The assignment was to create and print a stamp image, four or five pencil strokes later he said: “There was a Chilli Heart, four interlocked chambers expressing the spice of life”.

That was 15 years ago and when his wife approached the Bermuda Heart Foundation plans for his first exhibit started from there.

The end product of that journey begins today from 6pm to 10pm.

Proceeds will go to the foundation and already, all the large paintings on display have been sold already. At $500 a piece the artwork has raised nearly $5,000 already.

Said Mr Winford: “I’ve been surrounded by great friends and family and had the good fortune to marry the love of my life!

So for some reason I have had an affinity towards the heart. Go figure! I’m truly a very fortunate man.

“I’ve always had an affinity for the heart, I’ve done other paintings related to the heart but this is an image I made on my own. It’s something I see value in now that I can take forward.

“I’m very pleased to have something to give something back to the community and work with the foundation. As I get older I’m realising the importance of it and giving back to the community. That’s really the story.”

Admittedly he said: “It’s human nature not to appreciate things we take for granted until we lose or nearly lose it.

“It’s all preventable, a lot of it comes down to your lifestyle and exercise to stop some things that we can prevent.

“Unfortunately, life is very busy and we live in very stressful times. We get exhausted mentally, emotionally and physically exhausted and it’s very easy to take the route of a less healthy lifestyle.

“Bermuda is no any different than any other place, more healthy foods are not as readily available and the choices we make obviously have a cause and effect. It’s an individual choice,” he said.

“I’m trying to contribute to the foundation so they could work their message.
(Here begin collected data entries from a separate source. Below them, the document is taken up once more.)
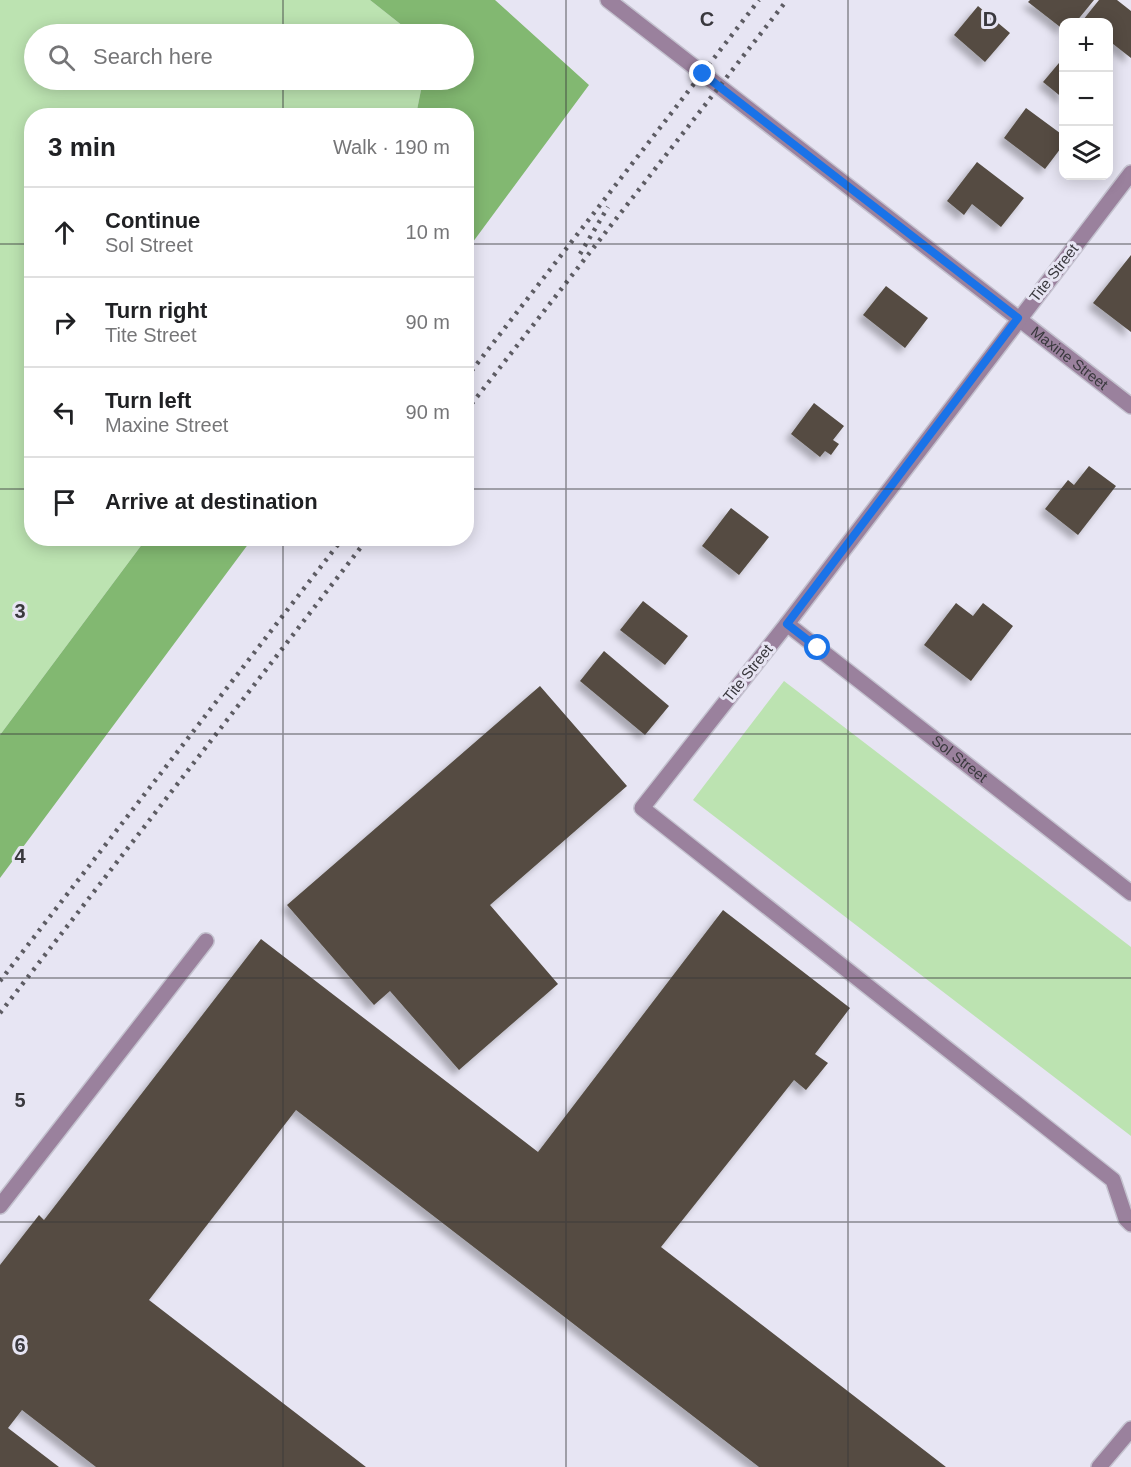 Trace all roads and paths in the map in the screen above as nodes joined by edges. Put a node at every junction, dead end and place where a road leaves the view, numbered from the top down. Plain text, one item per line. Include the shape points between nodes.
1 (608, 0) edge
2 (1131, 174) edge
3 (1018, 318) junction
4 (1131, 406) edge
5 (787, 624) junction
6 (1131, 893) edge
7 (206, 941) dead end
8 (0, 1206) edge
9 (1131, 1224) edge
10 (1131, 1429) edge
11 (1099, 1467) edge

1 - 3 street, Maxine Street
2 - 3 street, Tite Street
3 - 4 street, Maxine Street
3 - 5 street, Tite Street
5 - 6 street, Sol Street
5 - 9 street, Tite Street via 642,807 1113,1180
7 - 8 street
10 - 11 street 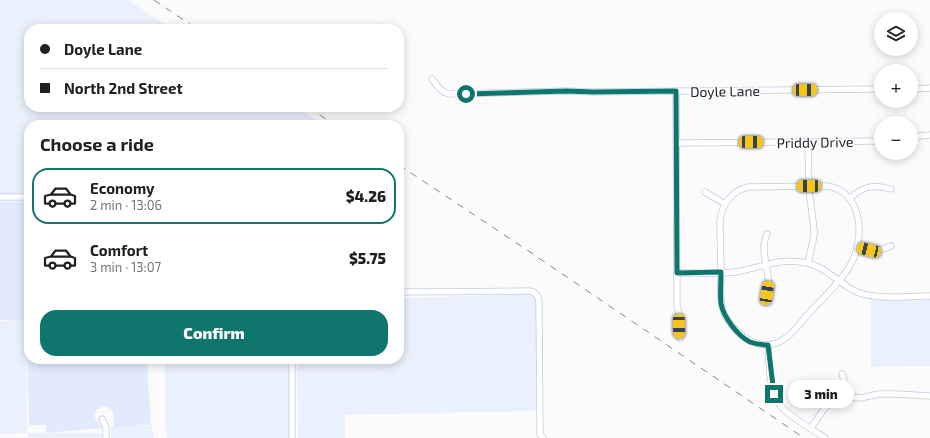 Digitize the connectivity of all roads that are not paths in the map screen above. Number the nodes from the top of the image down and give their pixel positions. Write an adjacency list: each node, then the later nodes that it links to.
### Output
1 (432, 79): 5 (street, Doyle Lane)
2 (930, 88): 4 (street)
3 (874, 89): 5 (street, Doyle Lane)
4 (918, 89)
5 (676, 91): 10 (street)
6 (930, 136): 7 (street)
7 (918, 137)
8 (874, 141): 9 (street, Priddy Drive)
9 (808, 142): 10 (street, Priddy Drive); 11 (street)
10 (676, 143): 24 (street)
11 (809, 186): 16 (street); 17 (street); 21 (street)
12 (891, 189): 16 (street)
13 (705, 192): 17 (street)
14 (24, 196): 15 (street)
15 (0, 197)
16 (850, 198): 20 (street)
17 (725, 204): 23 (street)
18 (767, 234): 22 (street)
19 (891, 246): 20 (street)
20 (857, 247): 25 (street)
21 (808, 263): 22 (street); 25 (street)
22 (766, 265): 23 (street); 27 (street)
23 (721, 272): 24 (street); 30 (street)
24 (677, 273): 29 (street)
25 (839, 280): 28 (street); 30 (street)
26 (404, 292): 39 (street)
27 (767, 293)
28 (930, 296)
29 (680, 338)
30 (768, 345): 36 (street)
31 (292, 364): 38 (street)
32 (842, 374): 34 (street)
33 (930, 396): 34 (street)
34 (844, 398): 36 (street)
35 (102, 419): 37 (street)
36 (811, 428): 40 (street)
37 (106, 438)
38 (292, 438)
39 (543, 438)
40 (825, 438) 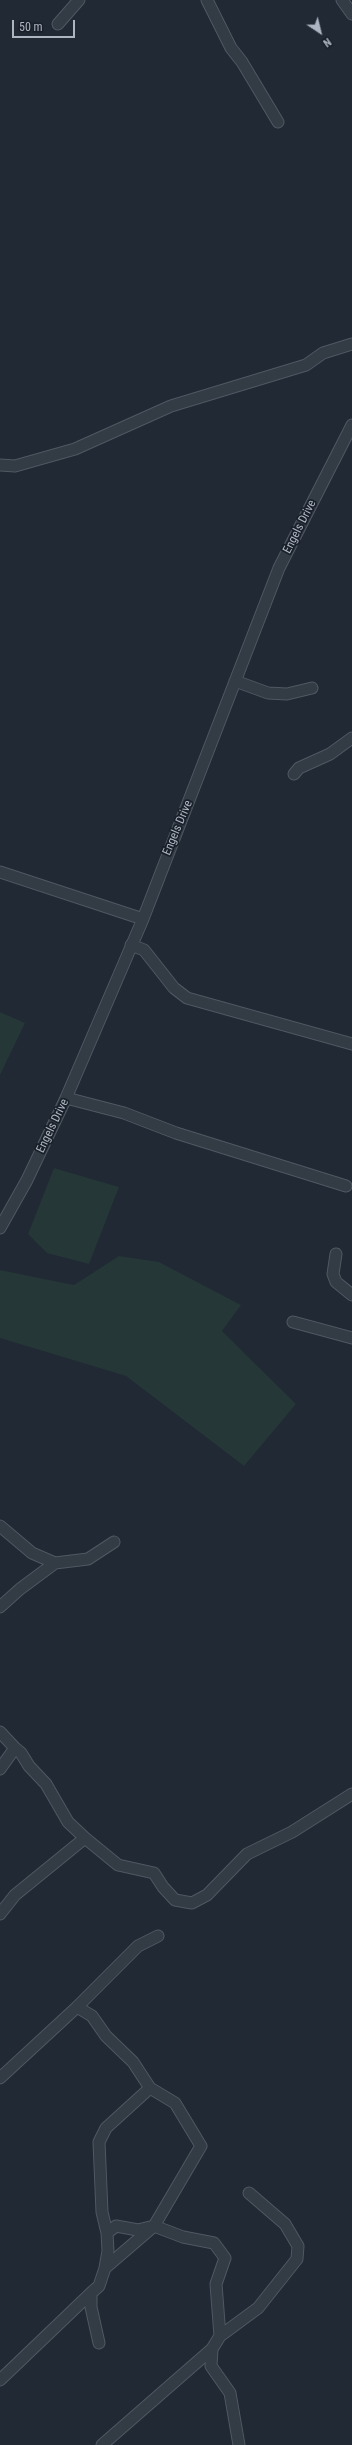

For me the fitness part of it and sports have always been a part of my life, right from the time I was four-years-old.

“I’ve sports nationally and internationally and I’ve represented Bermuda at the world LaCrosse Championships and hope to do it again this year in Denver.

“I have to admit there are really bad days or bad months or tough months or stressful periods when you just don’t feel like it and it’s very difficult.”